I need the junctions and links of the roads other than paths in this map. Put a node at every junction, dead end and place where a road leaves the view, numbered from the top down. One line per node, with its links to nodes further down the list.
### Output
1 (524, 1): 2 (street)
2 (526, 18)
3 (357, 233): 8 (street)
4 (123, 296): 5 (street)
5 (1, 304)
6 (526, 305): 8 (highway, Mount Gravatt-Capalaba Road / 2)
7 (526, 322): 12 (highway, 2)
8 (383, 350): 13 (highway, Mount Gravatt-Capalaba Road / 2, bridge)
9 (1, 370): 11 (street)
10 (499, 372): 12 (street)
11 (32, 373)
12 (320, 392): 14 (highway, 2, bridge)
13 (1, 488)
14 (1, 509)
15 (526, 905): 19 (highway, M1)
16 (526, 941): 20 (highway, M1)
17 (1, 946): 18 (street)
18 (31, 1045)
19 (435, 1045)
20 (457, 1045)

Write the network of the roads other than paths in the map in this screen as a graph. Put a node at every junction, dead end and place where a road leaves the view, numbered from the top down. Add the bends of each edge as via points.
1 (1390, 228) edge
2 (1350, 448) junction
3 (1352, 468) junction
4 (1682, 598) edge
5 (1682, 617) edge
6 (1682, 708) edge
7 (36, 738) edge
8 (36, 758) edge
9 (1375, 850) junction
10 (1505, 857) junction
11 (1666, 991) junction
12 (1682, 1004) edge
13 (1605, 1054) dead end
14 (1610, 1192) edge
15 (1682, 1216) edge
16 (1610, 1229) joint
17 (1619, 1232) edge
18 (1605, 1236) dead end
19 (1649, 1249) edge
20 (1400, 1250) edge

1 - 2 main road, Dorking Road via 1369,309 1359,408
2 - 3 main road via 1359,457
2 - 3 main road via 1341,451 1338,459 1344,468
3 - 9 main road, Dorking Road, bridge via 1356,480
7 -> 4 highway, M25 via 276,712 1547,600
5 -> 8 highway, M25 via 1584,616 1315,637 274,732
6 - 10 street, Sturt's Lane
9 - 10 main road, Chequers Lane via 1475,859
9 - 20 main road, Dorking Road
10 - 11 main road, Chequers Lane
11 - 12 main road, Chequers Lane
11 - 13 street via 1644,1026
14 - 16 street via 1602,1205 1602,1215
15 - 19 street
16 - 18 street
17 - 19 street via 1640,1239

===

Work instruction –
Please give the data again in full, exactly as written.

Your solution –
I need the junctions and links of the roads other than paths in this map. Put a node at every junction, dead end and place where a road leaves the view, numbered from the top down. One line per node, with its links to nodes further down the list.
### Output
1 (524, 1): 2 (street)
2 (526, 18)
3 (357, 233): 8 (street)
4 (123, 296): 5 (street)
5 (1, 304)
6 (526, 305): 8 (highway, Mount Gravatt-Capalaba Road / 2)
7 (526, 322): 12 (highway, 2)
8 (383, 350): 13 (highway, Mount Gravatt-Capalaba Road / 2, bridge)
9 (1, 370): 11 (street)
10 (499, 372): 12 (street)
11 (32, 373)
12 (320, 392): 14 (highway, 2, bridge)
13 (1, 488)
14 (1, 509)
15 (526, 905): 19 (highway, M1)
16 (526, 941): 20 (highway, M1)
17 (1, 946): 18 (street)
18 (31, 1045)
19 (435, 1045)
20 (457, 1045)

Write the network of the roads other than paths in the map in this screen as a graph. Put a node at every junction, dead end and place where a road leaves the view, numbered from the top down. Add the bends of each edge as via points.
1 (1390, 228) edge
2 (1350, 448) junction
3 (1352, 468) junction
4 (1682, 598) edge
5 (1682, 617) edge
6 (1682, 708) edge
7 (36, 738) edge
8 (36, 758) edge
9 (1375, 850) junction
10 (1505, 857) junction
11 (1666, 991) junction
12 (1682, 1004) edge
13 (1605, 1054) dead end
14 (1610, 1192) edge
15 (1682, 1216) edge
16 (1610, 1229) joint
17 (1619, 1232) edge
18 (1605, 1236) dead end
19 (1649, 1249) edge
20 (1400, 1250) edge

1 - 2 main road, Dorking Road via 1369,309 1359,408
2 - 3 main road via 1359,457
2 - 3 main road via 1341,451 1338,459 1344,468
3 - 9 main road, Dorking Road, bridge via 1356,480
7 -> 4 highway, M25 via 276,712 1547,600
5 -> 8 highway, M25 via 1584,616 1315,637 274,732
6 - 10 street, Sturt's Lane
9 - 10 main road, Chequers Lane via 1475,859
9 - 20 main road, Dorking Road
10 - 11 main road, Chequers Lane
11 - 12 main road, Chequers Lane
11 - 13 street via 1644,1026
14 - 16 street via 1602,1205 1602,1215
15 - 19 street
16 - 18 street
17 - 19 street via 1640,1239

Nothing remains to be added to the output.